Boulez, o homem que teve o mundo da música a seus pés
Na primavera passada, o mundo da música engalanou-se para receber os 90 anos de Pierre Boulez (26 de março era a data). Com os 80, e já antes com os 75, passara-se algo de similar, mas a subida da fasquia etária criava uma sensação de urgência face ao inelutável, que as condições de saúde precárias - e a cegueira, que o afastara desde 2013 da vida musical ativa - reforçavam.
Anteontem aconteceu, enfim, o que se adivinhava. Quase 91 anos completos é quase um século e a vida de Pierre Boulez marcou o seu século (o XX) e o início do nosso. Com Boulez estamos diante da personalidade mais marcante e influente que a música da tradição erudita ocidental conheceu desde o final da II Guerra Mundial. Como compositor, como maestro, como pensador, Boulez moldou o tempo em que viveu. Ele surgiu como porta-bandeira das vanguardas musicais do pós-II Guerra Mundial, expondo a sua veia de polemista e enfant terrible da nova (então) criação musical. O inesperado é que Boulez se viria a tornar, paradoxalmente, um verdadeiro spiritus rector da nova música, transportando essa aura para a sua atividade de chefe de orquestra, que foi adquirindo preponderância com o tempo - embora não tenha nunca deixado de compôr (tinha uma prática muito peculiar do conceito de work in progress), como também não de pensar a música.
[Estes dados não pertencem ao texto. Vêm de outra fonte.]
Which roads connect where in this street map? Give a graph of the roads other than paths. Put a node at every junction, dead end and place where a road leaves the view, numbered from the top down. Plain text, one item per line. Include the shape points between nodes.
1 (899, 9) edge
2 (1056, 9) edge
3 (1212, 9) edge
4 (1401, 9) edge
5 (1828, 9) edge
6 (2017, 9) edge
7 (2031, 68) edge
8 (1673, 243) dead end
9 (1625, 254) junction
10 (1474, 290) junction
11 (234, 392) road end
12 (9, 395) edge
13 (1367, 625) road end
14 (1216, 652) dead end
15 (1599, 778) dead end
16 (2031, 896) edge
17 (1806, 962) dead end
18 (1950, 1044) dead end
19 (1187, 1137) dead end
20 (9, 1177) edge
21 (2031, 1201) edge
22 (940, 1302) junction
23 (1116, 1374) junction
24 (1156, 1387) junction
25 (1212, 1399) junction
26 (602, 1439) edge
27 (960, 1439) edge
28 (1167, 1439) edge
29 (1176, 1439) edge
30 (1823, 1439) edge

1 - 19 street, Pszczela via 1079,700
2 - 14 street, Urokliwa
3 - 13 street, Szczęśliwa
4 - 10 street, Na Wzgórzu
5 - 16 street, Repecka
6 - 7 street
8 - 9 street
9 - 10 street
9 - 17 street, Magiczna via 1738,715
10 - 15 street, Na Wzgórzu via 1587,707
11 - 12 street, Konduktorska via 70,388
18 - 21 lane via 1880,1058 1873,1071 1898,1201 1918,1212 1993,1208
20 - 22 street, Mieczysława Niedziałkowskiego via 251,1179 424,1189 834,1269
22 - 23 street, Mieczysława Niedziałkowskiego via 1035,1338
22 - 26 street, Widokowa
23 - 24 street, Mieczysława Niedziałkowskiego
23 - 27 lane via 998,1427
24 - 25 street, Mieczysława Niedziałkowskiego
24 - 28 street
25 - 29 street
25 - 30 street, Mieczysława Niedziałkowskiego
António Jorge Pacheco, diretor da Casa da Música, fala do "fim de uma época". Conheceu Boulez na Porto-2001 e lembra "a sua enorme abertura de espírito e curiosidade intelectual". A comprovar a primeira, recorda quando respondeu: "O último Verdi, mas agora já é tarde para mim" à pergunta do compositor que lhe faltava dirigir. E lamenta o grande "quase" que foi o Porto para Boulez: "ele aceitou ser Artista em Residência na Casa da Música em 2012", o que a deterioração da sua saúde viria a impedir; e o que poderia ter sido um verdadeiro happening: "ele disse que queria dirigir o Remix Ensemble e fazer com eles a estreia mundial da versão final de Répons [obra maior de Boulez] na Casa da Música"!
"Répons e Rituel in memoriam Bruno Maderna são obras-primas absolutas, inquestionáveis", responde o compositor António Pinho Vargas, questionado sobre as obras de Boulez que mais admira. Mas a sua admiração estende-se aos outros domínios de atividade do francês (António haveria de dizer: "tiro o chapéu às suas três facetas"...): "Jalons e Leçons de Musique são livros extraordinários, dos melhores livros sobre música jamais escritos, e de uma notável qualidade literária" que fazem de Boulez "um pensador de um patamar extraordinário". E do maestro refere "a excelência reconhecida" que pôde verificar nos "vários concertos dirigidos por ele a que assisti ao longo da minha vida".
Mais crítico é Pinho Vargas em relação ao "homem que em determinado momento pareceu ter excesso de poder" e que "teve um estatuto e autoridade tais que a sua mundivisão individual se tornou numa partilhada por toda a gente na música contemporânea", e isto a uma escala "quase universal".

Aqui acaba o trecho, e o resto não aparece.